Le pavillon pharaonique de Braun-Pivet. Le montant du projet était estimé à la bagatelle de 53 millions d’euros, alors qu’elle tenta d’argumenter que les travaux seraient autofinancés par les réserves de l’Assemblée nationale… Une autofinance étrange, car les réserves sont la propriété du Peuple français et proviennent des impôts des contribuables. Mais au-delà du gaspillage éhonté, l’opposition la plus vive est venue du côté du patrimoine français. Le bâtiment actuel fut en effet construit en 1888, il présente une valeur historique. L’association Sites Et Monuments a alors lancé une pétition qui a rassemblé près de 100 000 signatures en peu de jours, car l’association jugeait que le nouveau bâtiment contribuerait à l’enlaidissement de Paris. La Commission du Vieux Paris est aussi montée au créneau, dénonçant dixit : « un projet monstrueux » et des craintes que la Macronie s’attaque à d’autres sites parisiens, sans parler de l’inscription du site des Rives de la Seine au patrimoine de l’UNESCO, projet que la commission estime être mis en danger par le pavillon de Yaël Braun-Pivet.

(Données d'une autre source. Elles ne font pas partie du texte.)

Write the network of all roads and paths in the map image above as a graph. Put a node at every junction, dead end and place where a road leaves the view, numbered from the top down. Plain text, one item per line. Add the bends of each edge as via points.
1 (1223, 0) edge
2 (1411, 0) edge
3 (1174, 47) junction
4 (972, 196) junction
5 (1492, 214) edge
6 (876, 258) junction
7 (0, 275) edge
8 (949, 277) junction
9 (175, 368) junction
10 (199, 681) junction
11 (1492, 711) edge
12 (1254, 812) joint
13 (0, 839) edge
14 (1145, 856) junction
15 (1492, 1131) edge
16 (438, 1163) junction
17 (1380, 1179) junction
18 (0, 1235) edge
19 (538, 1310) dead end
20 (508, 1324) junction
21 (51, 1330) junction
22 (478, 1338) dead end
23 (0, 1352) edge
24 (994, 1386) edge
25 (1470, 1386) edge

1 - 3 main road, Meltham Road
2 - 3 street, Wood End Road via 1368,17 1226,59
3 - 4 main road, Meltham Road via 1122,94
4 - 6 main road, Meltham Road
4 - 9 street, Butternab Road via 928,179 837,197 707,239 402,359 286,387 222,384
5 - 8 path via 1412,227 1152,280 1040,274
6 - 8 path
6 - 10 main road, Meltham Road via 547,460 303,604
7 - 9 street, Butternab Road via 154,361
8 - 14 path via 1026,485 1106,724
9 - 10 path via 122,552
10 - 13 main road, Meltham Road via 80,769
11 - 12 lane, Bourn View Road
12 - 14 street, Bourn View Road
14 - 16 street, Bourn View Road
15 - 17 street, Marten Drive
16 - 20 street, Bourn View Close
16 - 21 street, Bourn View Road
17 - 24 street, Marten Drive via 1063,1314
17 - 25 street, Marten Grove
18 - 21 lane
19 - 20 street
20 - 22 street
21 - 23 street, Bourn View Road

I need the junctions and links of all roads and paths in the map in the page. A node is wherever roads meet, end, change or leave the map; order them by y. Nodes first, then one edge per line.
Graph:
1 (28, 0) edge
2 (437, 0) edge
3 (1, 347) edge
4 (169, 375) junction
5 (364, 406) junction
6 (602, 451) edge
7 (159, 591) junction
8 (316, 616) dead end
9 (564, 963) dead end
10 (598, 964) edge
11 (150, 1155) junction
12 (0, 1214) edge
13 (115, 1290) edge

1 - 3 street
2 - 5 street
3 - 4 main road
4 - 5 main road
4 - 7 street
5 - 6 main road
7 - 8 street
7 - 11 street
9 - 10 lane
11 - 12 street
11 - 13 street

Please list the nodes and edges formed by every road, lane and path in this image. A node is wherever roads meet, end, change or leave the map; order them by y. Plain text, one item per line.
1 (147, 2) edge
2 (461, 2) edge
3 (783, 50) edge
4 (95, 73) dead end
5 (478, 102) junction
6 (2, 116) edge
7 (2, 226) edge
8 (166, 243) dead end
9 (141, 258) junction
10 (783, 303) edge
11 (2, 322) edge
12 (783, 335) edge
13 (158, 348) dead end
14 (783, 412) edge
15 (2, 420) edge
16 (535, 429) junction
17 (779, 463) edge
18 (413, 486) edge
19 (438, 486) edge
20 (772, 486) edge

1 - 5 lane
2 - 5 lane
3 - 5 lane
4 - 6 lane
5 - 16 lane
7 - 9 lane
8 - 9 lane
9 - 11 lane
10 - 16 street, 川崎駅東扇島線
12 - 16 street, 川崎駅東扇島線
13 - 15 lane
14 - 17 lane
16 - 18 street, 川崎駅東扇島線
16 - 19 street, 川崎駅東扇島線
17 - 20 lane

Mais les reproches viennent aussi sur le manque de transparence de la procédure, notamment d’avoir mené en secret l’élaboration du projet. Bien que le projet ait été adopté à l’unanimité par l’Assemblée nationale en septembre 2024, des voix s’élèvent un peu partout réclamant un nouveau vote, alors que l’affaire est sous les phares des médias et connue de l’opinion publique. Montrant les dents, l’association Sites et Monuments a annoncé son intention d’attaquer en justice le permis de construire, alors que la Mairie de Paris, avait rendu un avis favorable au projet, mais ceci n’était évidemment pas une surprise. Toutefois, la mairie n’ayant pas encore fourni toutes les autorisations, le projet pourrait être enterré sous la pression populaire.
Dans tous les cas, il démontre d’abord une déconnexion totale des élites politiques, notamment sur les dépenses, la crise, la situation de la dette qui est déjà une véritable bombe à retardement. Vivant dans la Tour d’Argent, de Taïwan, à Tokyo jusqu’à son siège de présidente de l’Assemblée nationale, la macroniste aura démontré une fois de plus, les carences graves, l’absence totale de vrais projets gestionnaires, de sauvegarde des fonds publics, de défense des intérêts des Français, pour déployer une fois encore les Ors de la République, des fameux dîners d’Emmanuel Macron au Louvre ou à Versailles, en passant par les 1 200 milliards supplémentaires de dette, qu’en moins de 10 ans, la Macronie aura jeté par la fenêtre, dans une politique de la « cigale ». La cigale ne chantera peut-être plus très longtemps et les fourmis françaises épuisées pourraient un jour lancer l’ancien cri de ralliement : « Aux armes citoyens ! ».